IN A paper published last year in Science Advances, Roland Geyer of the University of California, Santa Barbara, and his colleagues put the cumulative amount of solid plastic waste produced since the 1950s that has not been burned or recycled at 4.9bn tonnes. It could all have been dumped in a landfill 70 metres deep and 57 square kilometres in area—roughly the size of Manhattan—if only it had remained on land.
Unfortunately, much of the world’s plastic has ended up in the ocean, where, dispersed by currents, the stuff becomes virtually irretrievable, especially once it has fragmented into microplastics. Computer models suggest that seas hold as many as 51trn microplastic particles. Some are the product of larger pieces breaking apart; others, like microbeads added to toothpaste or face scrubs, were designed to be tiny.

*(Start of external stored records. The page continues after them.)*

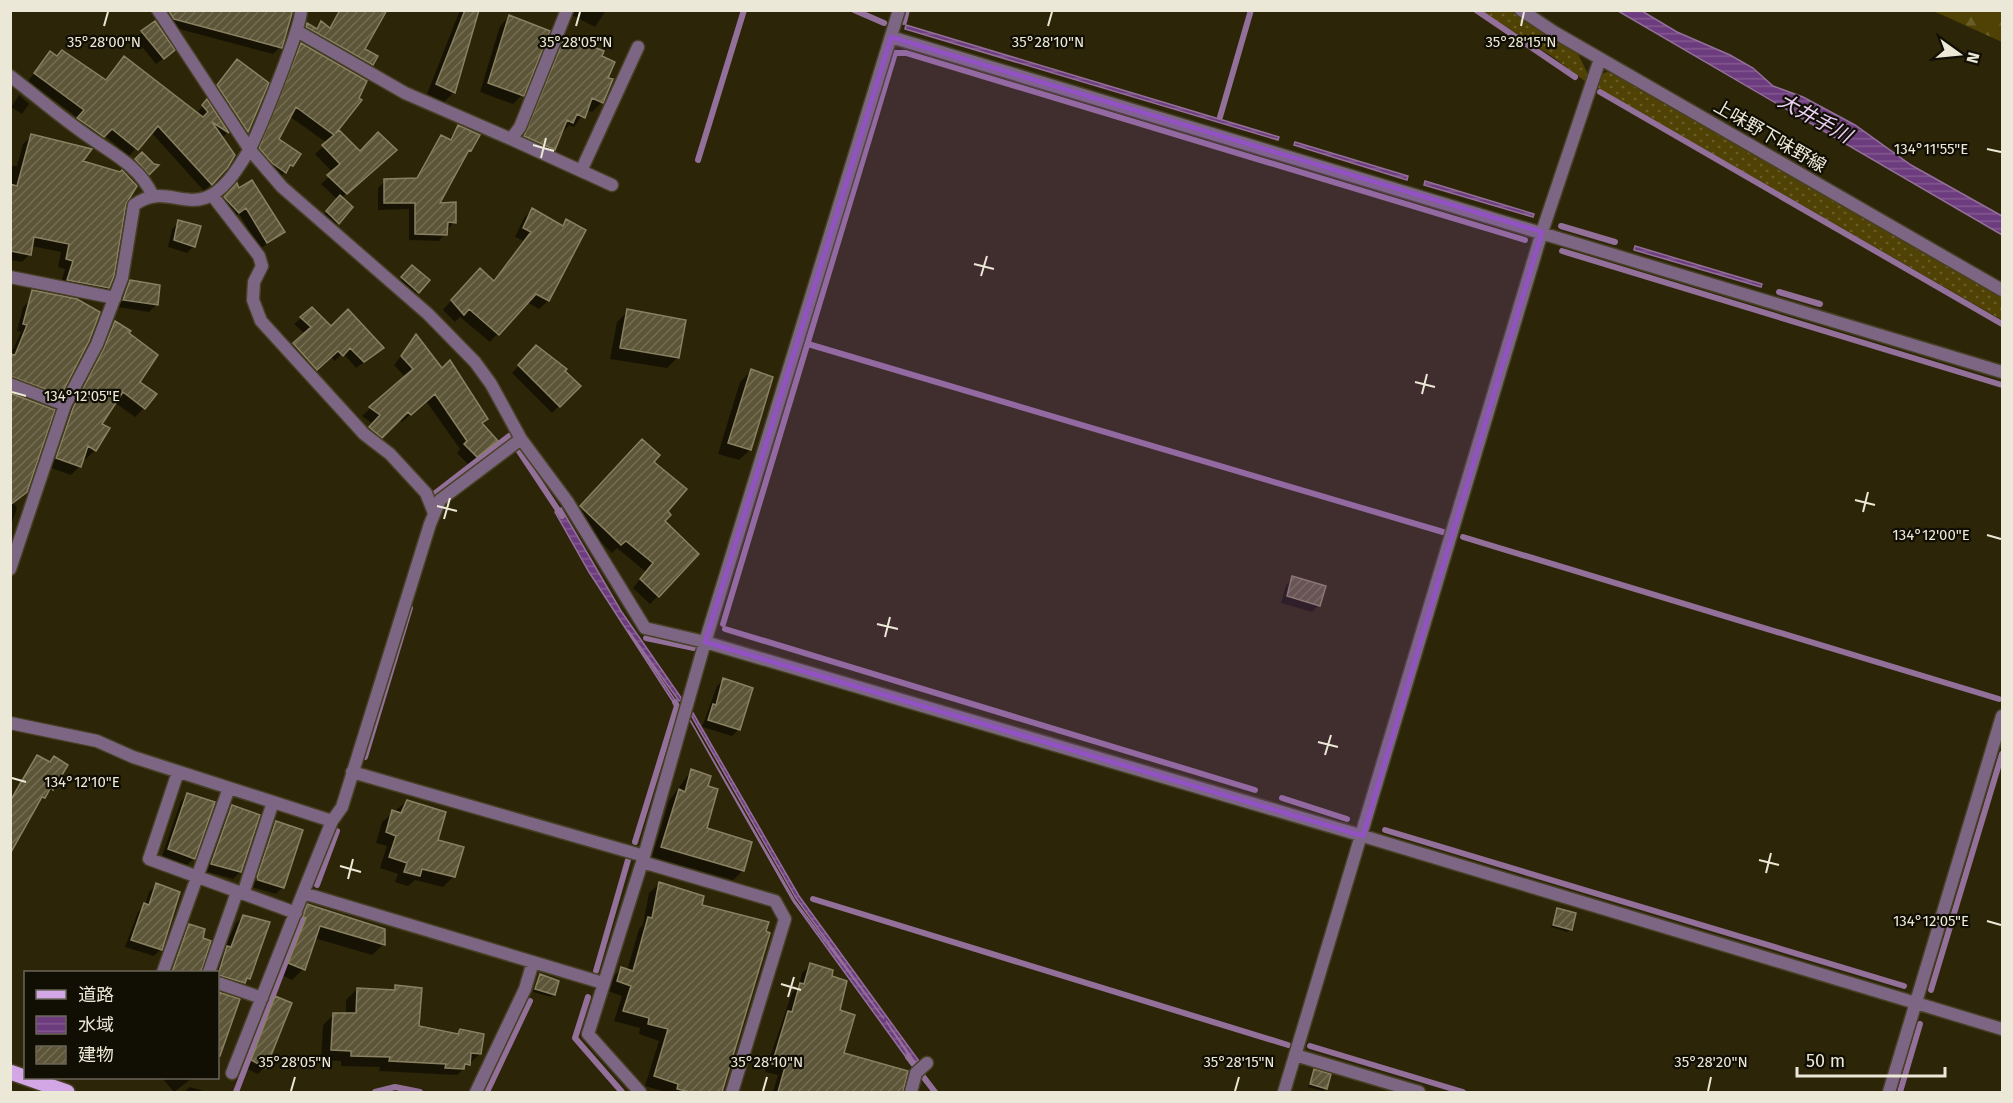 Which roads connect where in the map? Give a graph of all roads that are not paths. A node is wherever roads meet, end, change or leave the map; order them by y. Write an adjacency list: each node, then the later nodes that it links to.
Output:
1 (158, 10): 12 (street)
2 (301, 10): 6 (street)
3 (567, 10): 11 (street)
4 (899, 10): 7 (street)
5 (1521, 10): 9 (street, 上味野下味野線)
6 (297, 31): 11 (street); 12 (street)
7 (891, 37): 17 (street); 27 (street)
8 (638, 47): 13 (street)
9 (1600, 59): 17 (street); 19 (street, 上味野下味野線)
10 (10, 76): 16 (street)
11 (511, 139): 13 (street)
12 (249, 150): 15 (street); 24 (street)
13 (581, 171): 14 (street)
14 (612, 185)
15 (212, 195): 16 (street); 25 (street)
16 (153, 196): 20 (street)
17 (1542, 232): 21 (street); 35 (street)
18 (10, 277): 20 (street)
19 (2002, 290)
20 (115, 297): 23 (street)
21 (2002, 372)
22 (10, 384): 23 (street)
23 (65, 405): 26 (street)
24 (520, 439): 25 (street); 27 (street)
25 (434, 513): 31 (street)
26 (10, 569)
27 (705, 642): 35 (street); 36 (street)
28 (2002, 716): 47 (street)
29 (10, 723): 30 (street)
30 (178, 772): 32 (street); 37 (street)
31 (352, 772): 34 (street); 36 (street)
32 (229, 788): 33 (street); 37 (street)
33 (273, 802): 34 (street); 38 (street)
34 (332, 821): 39 (street)
35 (1363, 836): 47 (street); 49 (street)
36 (643, 859): 44 (street); 56 (street)
37 (198, 878): 38 (street); 42 (street)
38 (240, 893): 40 (street); 43 (street)
39 (303, 893): 40 (street); 41 (street)
40 (296, 913): 46 (street)
41 (533, 962): 44 (street); 54 (street)
42 (162, 971)
43 (209, 971)
44 (603, 983): 55 (street)
45 (219, 984): 46 (street)
46 (262, 998): 51 (street)
47 (1916, 1004): 48 (street); 60 (street)
48 (2002, 1029)
49 (1296, 1055): 58 (street); 59 (street)
50 (927, 1063): 57 (street)
51 (232, 1073)
52 (30, 1079): 53 (main road)
53 (68, 1092)
54 (476, 1092)
55 (640, 1092)
56 (732, 1092)
57 (911, 1092)
58 (1284, 1092)
59 (1419, 1092)
60 (1889, 1092)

Even if the flow of plastic into the sea, totalling perhaps 10m tonnes a year, were instantly stanched, huge quantities would remain. But humans will not stop littering the oceans anytime soon. Most of the plastic in the seas today comes not from tidy Europe and America, but from countries in fast-developing East Asia, where waste-collection systems are flawed or non-existent. Last October scientists at the Helmholtz Centre for Environmental Research, in Germany, found that ten rivers—two in Africa and the rest in Asia—discharge 90% of all plastic marine debris. The Yangtze alone carries 1.5m tonnes a year.